Let $X$ be a $T_1$ topological space , then is it true that $X$ is homeomorphic to a subspace of a separable $T_1$ topological space with the same cardinality of $X$ ? If not then what if we drop the same cardinality requirement ?
I know that the statement is true if we don't want the separable space t be $T_1$ , and I also know that the statement is false if we want the separable space to be $T_2$ because of cardinality restriction ( a separable $T_2$ space has cardinality at most $2^{c}$ ). But I can't figure out the $T_1$ case . Please help . Thanks in advance
We can define $\overline X = X \sqcup\{1,2,3,\ldots\}$ with the topology generated by these two flavours of open sets.

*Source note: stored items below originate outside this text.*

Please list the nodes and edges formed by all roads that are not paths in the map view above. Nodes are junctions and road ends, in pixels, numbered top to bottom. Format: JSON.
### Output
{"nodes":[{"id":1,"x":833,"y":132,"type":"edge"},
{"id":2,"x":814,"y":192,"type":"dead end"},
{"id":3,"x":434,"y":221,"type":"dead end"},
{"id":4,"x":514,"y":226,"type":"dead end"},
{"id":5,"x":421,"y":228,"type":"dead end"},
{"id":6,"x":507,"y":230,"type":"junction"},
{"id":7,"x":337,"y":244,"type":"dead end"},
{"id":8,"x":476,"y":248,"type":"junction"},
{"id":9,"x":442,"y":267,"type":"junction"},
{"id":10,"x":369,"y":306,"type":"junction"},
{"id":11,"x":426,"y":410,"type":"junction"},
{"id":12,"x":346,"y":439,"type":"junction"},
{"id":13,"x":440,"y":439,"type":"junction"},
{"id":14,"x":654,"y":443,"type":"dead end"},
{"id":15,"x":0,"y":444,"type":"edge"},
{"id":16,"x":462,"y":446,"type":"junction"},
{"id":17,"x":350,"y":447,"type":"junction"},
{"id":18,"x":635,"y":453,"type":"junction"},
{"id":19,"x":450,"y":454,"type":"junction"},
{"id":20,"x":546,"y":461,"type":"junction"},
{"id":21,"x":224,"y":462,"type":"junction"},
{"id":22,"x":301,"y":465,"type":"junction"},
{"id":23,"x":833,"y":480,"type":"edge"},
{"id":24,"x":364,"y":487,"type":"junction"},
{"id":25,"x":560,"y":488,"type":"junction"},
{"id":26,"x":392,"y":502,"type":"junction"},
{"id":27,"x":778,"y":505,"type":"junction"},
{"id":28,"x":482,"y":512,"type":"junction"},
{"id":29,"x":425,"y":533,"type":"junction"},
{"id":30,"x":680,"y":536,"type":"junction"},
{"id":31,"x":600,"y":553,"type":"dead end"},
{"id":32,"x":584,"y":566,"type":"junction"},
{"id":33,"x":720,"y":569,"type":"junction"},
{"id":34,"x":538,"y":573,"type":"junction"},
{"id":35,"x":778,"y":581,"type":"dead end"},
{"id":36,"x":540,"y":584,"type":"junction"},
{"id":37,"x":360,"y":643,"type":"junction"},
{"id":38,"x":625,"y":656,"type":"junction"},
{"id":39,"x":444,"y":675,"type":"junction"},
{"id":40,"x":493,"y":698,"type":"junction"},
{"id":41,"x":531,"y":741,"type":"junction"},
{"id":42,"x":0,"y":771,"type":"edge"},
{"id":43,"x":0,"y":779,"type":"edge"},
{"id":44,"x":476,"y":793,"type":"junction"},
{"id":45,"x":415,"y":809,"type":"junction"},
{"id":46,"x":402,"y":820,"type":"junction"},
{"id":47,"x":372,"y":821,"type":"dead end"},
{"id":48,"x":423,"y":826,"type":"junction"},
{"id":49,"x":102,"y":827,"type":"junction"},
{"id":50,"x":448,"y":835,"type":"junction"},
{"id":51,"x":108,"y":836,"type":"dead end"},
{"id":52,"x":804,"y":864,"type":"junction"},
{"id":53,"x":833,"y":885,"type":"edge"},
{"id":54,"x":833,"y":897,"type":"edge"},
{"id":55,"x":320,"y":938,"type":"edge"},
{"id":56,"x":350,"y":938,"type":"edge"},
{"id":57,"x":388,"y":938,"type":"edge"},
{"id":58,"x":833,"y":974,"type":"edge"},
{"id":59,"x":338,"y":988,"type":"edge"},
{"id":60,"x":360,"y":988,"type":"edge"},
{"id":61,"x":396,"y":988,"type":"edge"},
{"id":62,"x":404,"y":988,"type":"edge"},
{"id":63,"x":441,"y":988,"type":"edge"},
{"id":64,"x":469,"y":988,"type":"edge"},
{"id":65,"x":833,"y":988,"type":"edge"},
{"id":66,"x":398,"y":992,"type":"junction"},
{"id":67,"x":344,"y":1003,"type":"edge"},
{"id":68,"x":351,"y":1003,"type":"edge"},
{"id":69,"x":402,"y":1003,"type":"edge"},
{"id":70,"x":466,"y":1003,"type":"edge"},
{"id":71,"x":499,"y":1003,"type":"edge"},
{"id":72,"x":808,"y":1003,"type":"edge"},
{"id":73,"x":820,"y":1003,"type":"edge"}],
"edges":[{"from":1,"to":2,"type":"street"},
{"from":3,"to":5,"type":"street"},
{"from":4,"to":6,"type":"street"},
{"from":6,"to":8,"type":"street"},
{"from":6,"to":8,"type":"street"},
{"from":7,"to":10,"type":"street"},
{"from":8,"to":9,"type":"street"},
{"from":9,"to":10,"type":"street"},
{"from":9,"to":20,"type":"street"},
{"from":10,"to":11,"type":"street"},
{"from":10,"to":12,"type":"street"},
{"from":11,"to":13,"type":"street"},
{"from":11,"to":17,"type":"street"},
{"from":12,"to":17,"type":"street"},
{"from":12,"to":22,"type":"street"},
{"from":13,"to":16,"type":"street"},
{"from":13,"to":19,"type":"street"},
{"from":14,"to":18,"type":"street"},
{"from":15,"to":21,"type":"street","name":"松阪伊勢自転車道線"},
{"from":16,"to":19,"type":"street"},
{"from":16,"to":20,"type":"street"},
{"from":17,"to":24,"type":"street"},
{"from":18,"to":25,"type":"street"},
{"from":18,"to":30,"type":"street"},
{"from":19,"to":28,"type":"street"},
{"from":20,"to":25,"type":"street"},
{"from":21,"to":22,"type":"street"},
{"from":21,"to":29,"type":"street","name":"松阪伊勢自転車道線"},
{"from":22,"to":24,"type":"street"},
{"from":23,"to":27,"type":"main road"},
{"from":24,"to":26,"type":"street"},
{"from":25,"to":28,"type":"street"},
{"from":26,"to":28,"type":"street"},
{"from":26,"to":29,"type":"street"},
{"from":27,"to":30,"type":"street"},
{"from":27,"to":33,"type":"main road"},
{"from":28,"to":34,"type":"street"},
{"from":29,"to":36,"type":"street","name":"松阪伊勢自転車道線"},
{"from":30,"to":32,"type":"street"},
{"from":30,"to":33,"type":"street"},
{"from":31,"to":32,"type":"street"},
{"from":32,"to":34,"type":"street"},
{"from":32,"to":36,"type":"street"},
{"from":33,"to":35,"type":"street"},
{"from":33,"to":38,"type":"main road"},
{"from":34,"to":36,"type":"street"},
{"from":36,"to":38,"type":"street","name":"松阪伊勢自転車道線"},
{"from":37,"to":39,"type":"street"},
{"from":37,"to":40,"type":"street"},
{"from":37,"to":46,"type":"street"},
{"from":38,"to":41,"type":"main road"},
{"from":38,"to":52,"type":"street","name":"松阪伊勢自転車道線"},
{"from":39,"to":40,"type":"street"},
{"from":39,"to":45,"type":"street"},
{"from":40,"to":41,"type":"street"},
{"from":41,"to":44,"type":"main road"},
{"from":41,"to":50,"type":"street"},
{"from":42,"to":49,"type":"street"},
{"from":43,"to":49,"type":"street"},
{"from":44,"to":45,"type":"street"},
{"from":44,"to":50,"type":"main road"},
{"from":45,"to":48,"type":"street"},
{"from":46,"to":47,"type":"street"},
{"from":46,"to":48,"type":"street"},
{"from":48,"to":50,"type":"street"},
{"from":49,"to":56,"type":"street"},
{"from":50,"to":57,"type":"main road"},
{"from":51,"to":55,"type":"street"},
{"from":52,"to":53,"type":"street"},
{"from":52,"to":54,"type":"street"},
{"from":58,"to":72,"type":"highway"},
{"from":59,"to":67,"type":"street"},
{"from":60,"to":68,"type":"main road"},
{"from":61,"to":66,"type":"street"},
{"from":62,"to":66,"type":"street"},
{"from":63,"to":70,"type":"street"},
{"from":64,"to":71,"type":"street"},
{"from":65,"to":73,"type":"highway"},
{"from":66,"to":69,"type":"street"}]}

Sets of the form $U \sqcup \{n,n+1,\ldots\}$ for some $n \in \mathbb N$ and open $U \subset X$.
Sets of the form $\varnothing \sqcup W$ for any subset $W \subset \{1,2,3,\ldots\}$
Observe that, by construction, every open set of $\overline X$ has some $1,2,3,\ldots$ as an element. Therefore $\{1,2,3,\ldots\}$ is dense in $\overline X$
The singletons of the subspace $X \subset \overline X$ being closed follows from how $X$ is $T_1$.
We can separate any two elements $m,n \in \{1,2,3,\ldots\}$ using sets of the form $\varnothing \sqcup \{n\}$ and $\varnothing \sqcup \{m\}$.
We can separate any element $n \in \{1,2,3,\ldots\}$ and $x \in X$ using sets $\varnothing \sqcup \{n\}$ and $U \sqcup \{n+1,n+2, \ldots\}$.